To confirm the safety and feasibility of G-CSF administration for acute SCI, we have initiated a phase I/IIa clinical trial of neuroprotective therapy using G-CSF. The trial included a total of 16 SCI patients within 48 h of onset. In the first step, G-CSF ( 5μg/kg/ day ) was intravenously administered for 5 consecutive days to five patients. In the second step, G-CSF ( 10μg/ kg/day ) was similarly administered to 11 patients. We evaluated motor and sensory functions of patients using the American Spinal Cord Injury Association ( ASIA ) score and ASIA impairment scale ( AIS ) grade. In all 16 patients, neurological improvement was obtained after G-CSF administration. AIS grade increased by one step in nine of 16 patients. A significant increase in ASIA motor scores was detected 1 day after injection ( P < 0.01 ) , and both light touch and pin-prick scores improved 2 days after injection ( P < 0.05 ) in the 10-μg group. No severe adverse effects were observed after G-CSF injection. These results indicate that intravenous administration of G-CSF ( 10μg/kg/day ) for 5 days is essentially safe, and suggests that some neurological recovery can occur in most patients. We suggest that G-CSF administration could be therapeutic for patients with acute SCI ^[17] .

Non-randomized, non-blinded controlled trial

Next we conducted a multicenter prospective, non-randomized, non-blinded, controlled clinical trial to assess the preliminary efficacy and feasibility of G-CSF therapy for patients with acute SCI. The trial ran from August 2009 to March 2011, and included 41 patients with SCI treated within 48 hours of onset. Informed consent was obtained from all patients. After providing consent, patients were divided into two groups. In the G-CSF group ( 17 patients ) , G-CSF ( 10μg/kg/d ) was intravenously administered for 5 consecutive days, and in the control group ( 24 patients ) , patients were similarly treated but did not receive G-CSF. We evaluated motor and sensory functions using the ASIA score and AIS at 1 week, 3 months, 6 months, and 1 year after onset. Only two patients did not experience AIS improvement in the G-CSF group. In contrast, 15 patients in the control group did not experience AIS improvement.

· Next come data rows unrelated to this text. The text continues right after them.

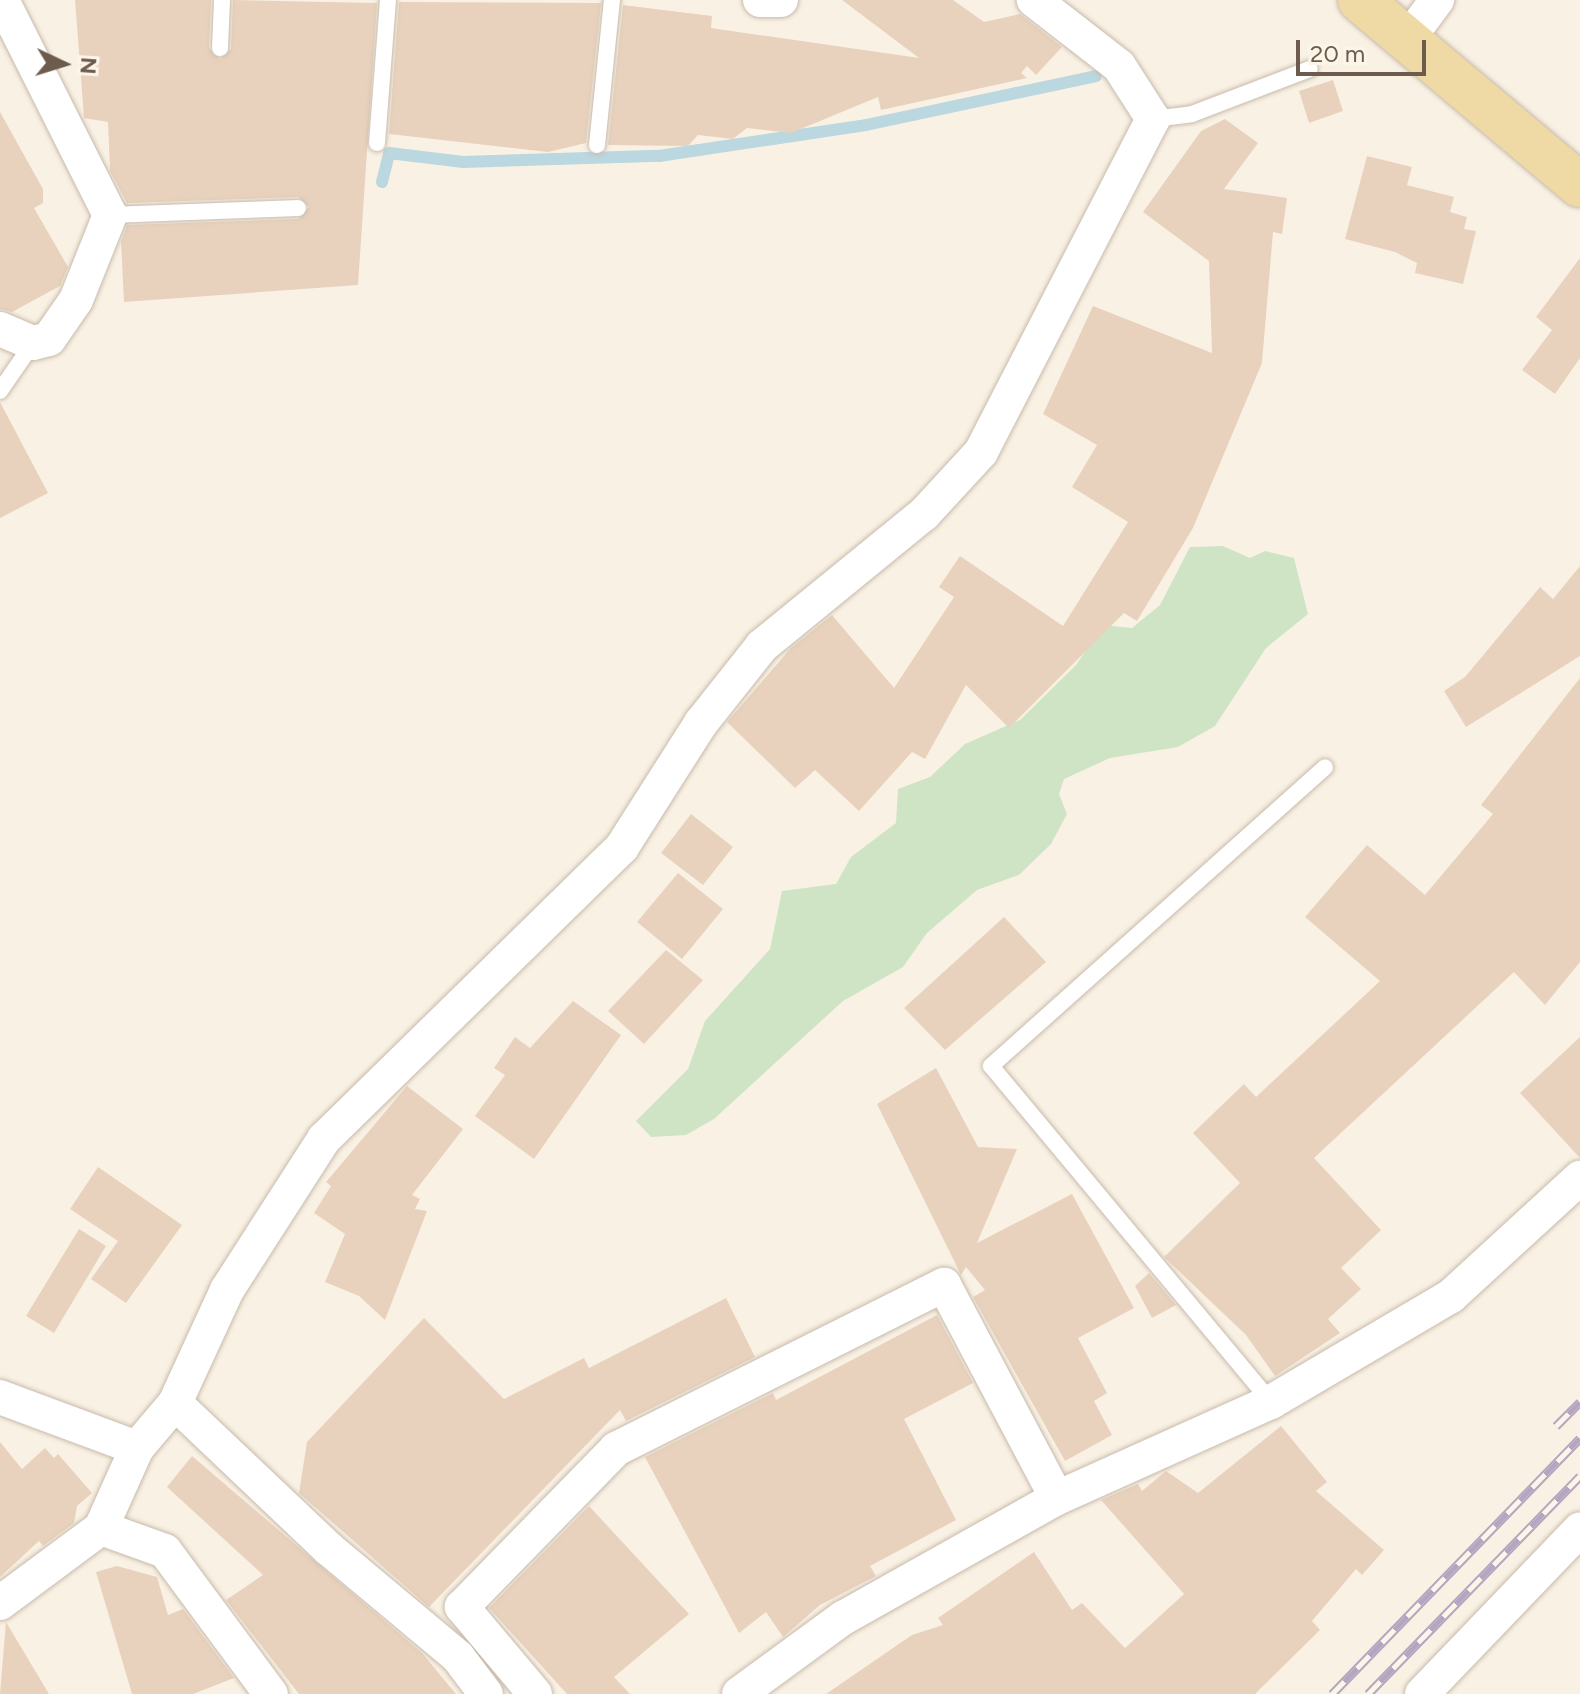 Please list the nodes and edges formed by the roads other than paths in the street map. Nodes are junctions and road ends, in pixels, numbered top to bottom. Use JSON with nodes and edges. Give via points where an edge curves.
{"nodes":[{"id":1,"x":2,"y":0,"type":"edge"},
{"id":2,"x":222,"y":0,"type":"edge"},
{"id":3,"x":388,"y":0,"type":"edge"},
{"id":4,"x":612,"y":0,"type":"edge"},
{"id":5,"x":760,"y":0,"type":"edge"},
{"id":6,"x":781,"y":0,"type":"edge"},
{"id":7,"x":1034,"y":0,"type":"edge"},
{"id":8,"x":1360,"y":0,"type":"edge"},
{"id":9,"x":1437,"y":0,"type":"edge"},
{"id":10,"x":1408,"y":39,"type":"junction"},
{"id":11,"x":220,"y":48,"type":"dead end"},
{"id":12,"x":1310,"y":69,"type":"dead end"},
{"id":13,"x":1153,"y":119,"type":"junction"},
{"id":14,"x":377,"y":143,"type":"dead end"},
{"id":15,"x":597,"y":145,"type":"dead end"},
{"id":16,"x":1580,"y":185,"type":"edge"},
{"id":17,"x":298,"y":208,"type":"dead end"},
{"id":18,"x":110,"y":215,"type":"junction"},
{"id":19,"x":0,"y":329,"type":"edge"},
{"id":20,"x":33,"y":343,"type":"junction"},
{"id":21,"x":0,"y":391,"type":"edge"},
{"id":22,"x":1325,"y":767,"type":"dead end"},
{"id":23,"x":1580,"y":1178,"type":"edge"},
{"id":24,"x":0,"y":1397,"type":"edge"},
{"id":25,"x":1271,"y":1402,"type":"junction"},
{"id":26,"x":175,"y":1403,"type":"junction"},
{"id":27,"x":137,"y":1448,"type":"junction"},
{"id":28,"x":1057,"y":1498,"type":"junction"},
{"id":29,"x":101,"y":1528,"type":"junction"},
{"id":30,"x":1580,"y":1529,"type":"edge"},
{"id":31,"x":0,"y":1603,"type":"edge"},
{"id":32,"x":271,"y":1694,"type":"edge"},
{"id":33,"x":486,"y":1694,"type":"edge"},
{"id":34,"x":535,"y":1694,"type":"edge"},
{"id":35,"x":739,"y":1694,"type":"edge"},
{"id":36,"x":1422,"y":1694,"type":"edge"}],
"edges":[{"from":1,"to":18,"type":"street"},
{"from":2,"to":11,"type":"lane"},
{"from":3,"to":14,"type":"lane"},
{"from":4,"to":15,"type":"lane"},
{"from":5,"to":6,"type":"street"},
{"from":7,"to":13,"type":"street","via":[[1119,66]]},
{"from":8,"to":10,"type":"main road"},
{"from":9,"to":10,"type":"street"},
{"from":10,"to":16,"type":"main road"},
{"from":12,"to":13,"type":"lane","via":[[1192,114]]},
{"from":13,"to":26,"type":"street","via":[[981,452],[924,514],[762,646],[701,723],[622,847],[324,1139],[227,1290]]},
{"from":17,"to":18,"type":"lane"},
{"from":18,"to":20,"type":"street","via":[[76,300],[49,339]]},
{"from":19,"to":20,"type":"street"},
{"from":20,"to":21,"type":"lane"},
{"from":22,"to":25,"type":"lane","via":[[991,1066]]},
{"from":23,"to":25,"type":"street","via":[[1451,1296]]},
{"from":24,"to":27,"type":"street"},
{"from":25,"to":28,"type":"street"},
{"from":26,"to":27,"type":"street"},
{"from":26,"to":33,"type":"street","via":[[329,1549],[458,1657]]},
{"from":27,"to":29,"type":"street"},
{"from":28,"to":34,"type":"street","via":[[944,1285],[616,1449],[462,1607]]},
{"from":28,"to":35,"type":"street","via":[[843,1618]]},
{"from":29,"to":31,"type":"street"},
{"from":29,"to":32,"type":"street","via":[[165,1551]]},
{"from":30,"to":36,"type":"street"}]}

In the analysis of ASIA motor score, there was a significant difference between the G-CSF and the control groups in increased ASIA motor score 1 year after SCI ( mean, 30.5 ± 20.8 points in the G-CSF group, 15.7 ± 16.4 in the control group, P < 0.05, ( Fig.1 ) . Despite the study limitation that patient selection was not randomized, the present results suggest the possibility that G-CSF administration has beneficial effects on neurological recovery in patients with acute SCI ^[18] .

IV. Current trial

Based on the results of basic research and the early phase clinical trial, we planned to perform a prospective, randomized, double-blind, placebo-controlled clinical trial to confirm the therapeutic effects of G-CSF for acute SCI. Our protocol was approved by the Pharmaceuticals and Medical Device Agency and the trial will be funded by the Center for Clinical Trials, Japan Medical Association.

The current trial will include cervical SCI ( severity of AIS B/C ) within 48 hours after injury. Patients will be re-assessed for neurological status at 48 hours after injury, and those whose palsy is AIS B/C will be enrolled. Patients with neurological recovery to AIS D will be excluded. Patients will be randomly assigned to G-CSF and placebo groups. The G-CSF group will be administered 400μg/m²/d G-CSF for 5 days via intravenous infusion in normal saline for 5 consecutive days. The placebo group will be similarly administered a placebo ( Fig.2 ) .

Allocation will be concealed between blinded evaluators of efficacy/safety and those performing the laboratory analysis, because G-CSF markedly increases white blood cell counts, which can reveal patient treatment. Our primary endpoint will be changes in ASIA motor scores from baseline to 3 months after administration. Each group will include 44 patients ( 88 total patients ) .

After completion of this clinical trial, pharmaceutical approval will be applied for health insurance publication. G-CSF-mediated neuroprotection is a promising candidate for a novel therapeutic approach for SCI.

Acknowledgement

The present work was supported by Grants-in-Aid for Scientific Research from the Ministry of Education, Science and Culture of Japan.